Wishing to establish a salon of her own in Andalusia, the Contessa invites Poulain to relocate to Spain for a few months, sweetening the offer with extraordinarily generous remuneration. Despite speaking no Spanish, he is soon a passenger aboard ship, acquainting himself with fellow recruit and poet of renown Françoise de la Sange. Their safe passage is abruptly interrupted by a monstrous storm which “the Marquis” cannot help but revel in. As a consequence, he is the first to spot a derelict galleon tossed in the tumult…

When calm waters return, battered hulk La Providence lies before them and he eagerly joins a wary but greedy boarding party. The ship is a floating horror, filled with skeletons and scenes of carnage but according to the recovered Captain’s log, there are far fewer bodies than there should be for a vessel that left the Congo stuffed with ivory and exotic timber and commanded by an extremely entrepreneurial slaver.

Moreover, a lifeboat is also missing…

The Contessa’s dutiful captain decides he must tow the wreck to the nearest port – Bordeaux – but the unanticipated four day diversion quickly sours after a string of mysterious events disrupt shipboard routine and panic the crew. Poulain mentally retraces his steps and realises that what he saw aboard the Providence – already impossible for a rational man to accept – might not be the worst of the perils about to visit himself and his companions…
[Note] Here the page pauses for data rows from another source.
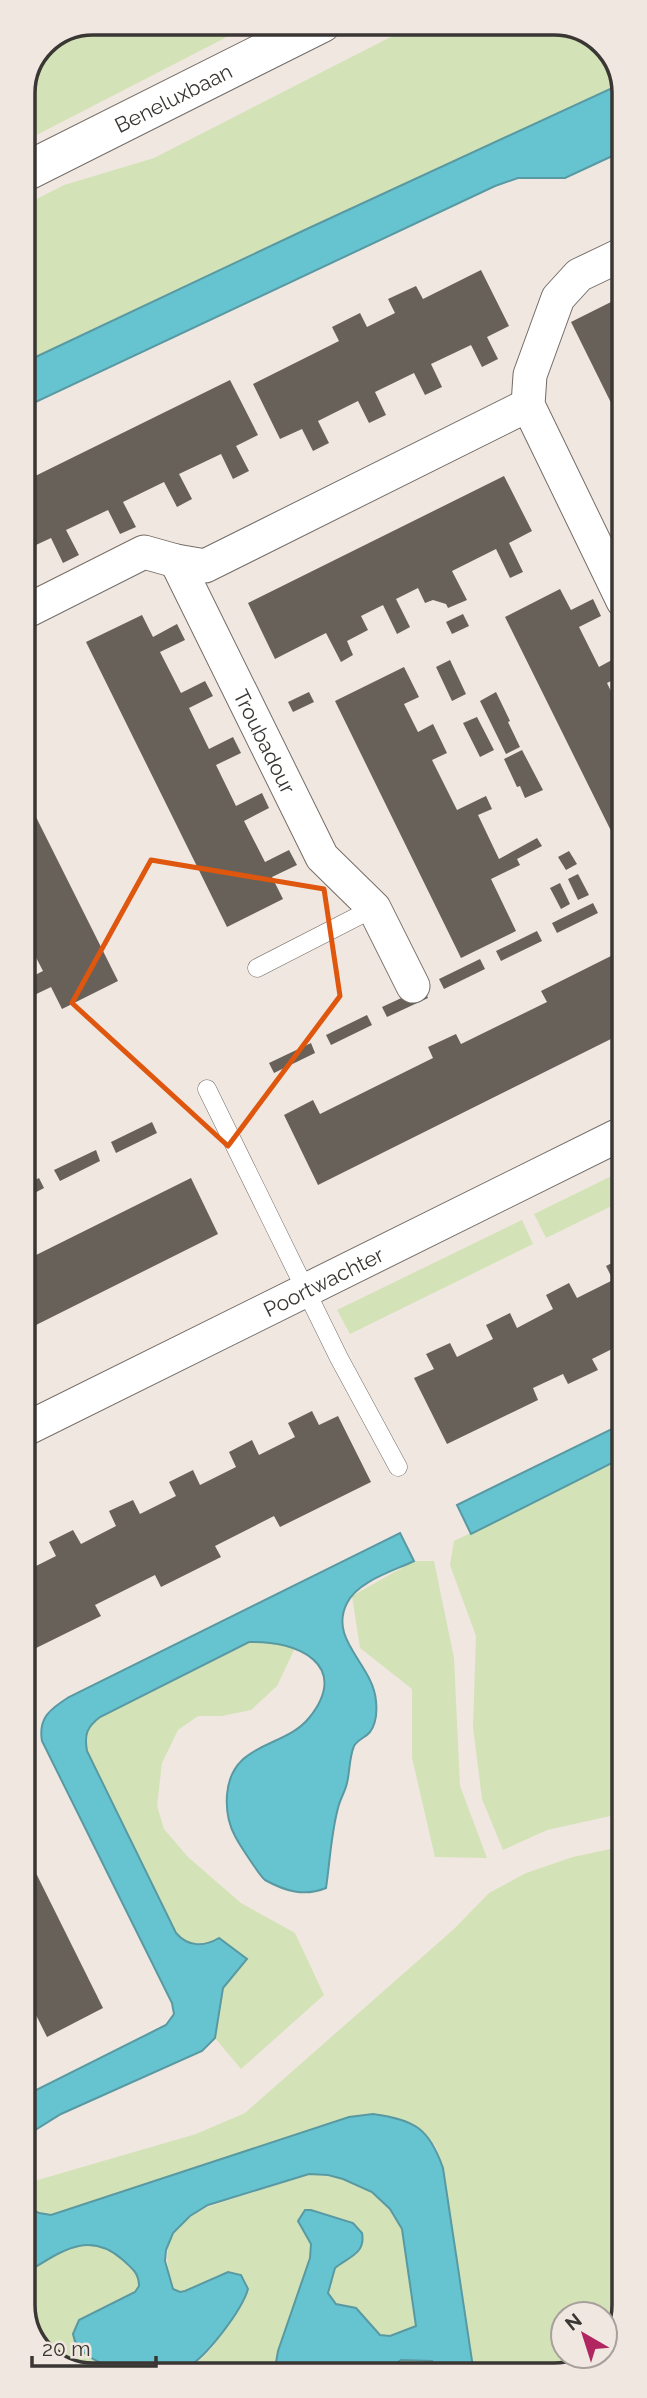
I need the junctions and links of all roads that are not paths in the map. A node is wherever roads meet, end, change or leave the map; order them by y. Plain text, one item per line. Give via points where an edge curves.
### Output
1 (298, 35) edge
2 (35, 167) edge
3 (612, 259) edge
4 (528, 405) junction
5 (176, 561) junction
6 (612, 578) edge
7 (35, 607) edge
8 (374, 908) junction
9 (257, 968) dead end
10 (413, 986) dead end
11 (207, 1090) dead end
12 (612, 1139) edge
13 (307, 1292) junction
14 (35, 1425) edge
15 (398, 1467) dead end

1 - 2 main road, Beneluxbaan
3 - 4 street via 579,275 558,298 530,375
4 - 5 street via 205,566
4 - 6 street
5 - 7 street via 145,552
5 - 8 street, Troubadour via 322,857
8 - 9 lane
8 - 10 street, Troubadour
11 - 13 lane
12 - 13 street, Poortwachter
13 - 14 street, Poortwachter
13 - 15 lane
As men start disappearing, chaos mounts when the captain dies and is replaced by steadfast pragmatic Chief Erwan. Sinking the towed hulk does not end the deaths and by the time Poulain divines the true answer the ship has been diverted again for the nearest dry land… a proposition the Marqis of Lost Souls cannot allow to happen at any cost….

Accompanied by cleverly contrived faux broadsheet character precis ‘Gazette Of the year 1731 – CONCERNING SEVERAL illustrated& authentic tales of the MARQUIS OF ANAON’

This seagoing terror tale offers another tight, taut authentic compellingly script from Vehlmann, depicted via Bonhomme’s densely informative but never obtrusive illustrated realism delivering a moody, ingenious, utterly enthralling tale of modern horror, imbedded in an(other) era of superstition, class separation, burgeoning natural wonder, reason ascendant and crumbling belief. This is spooky enigma enhancing and testing a troubled, self-doubting quester who barely holds at bay the crippling notion that all his knowledge might be trumped one night by a non-rational ever lurking unknown…

The exploits of The Marquis of Anaon area minor mystery milestone well-deserving of a greater audience and one no thinking fear fan should miss.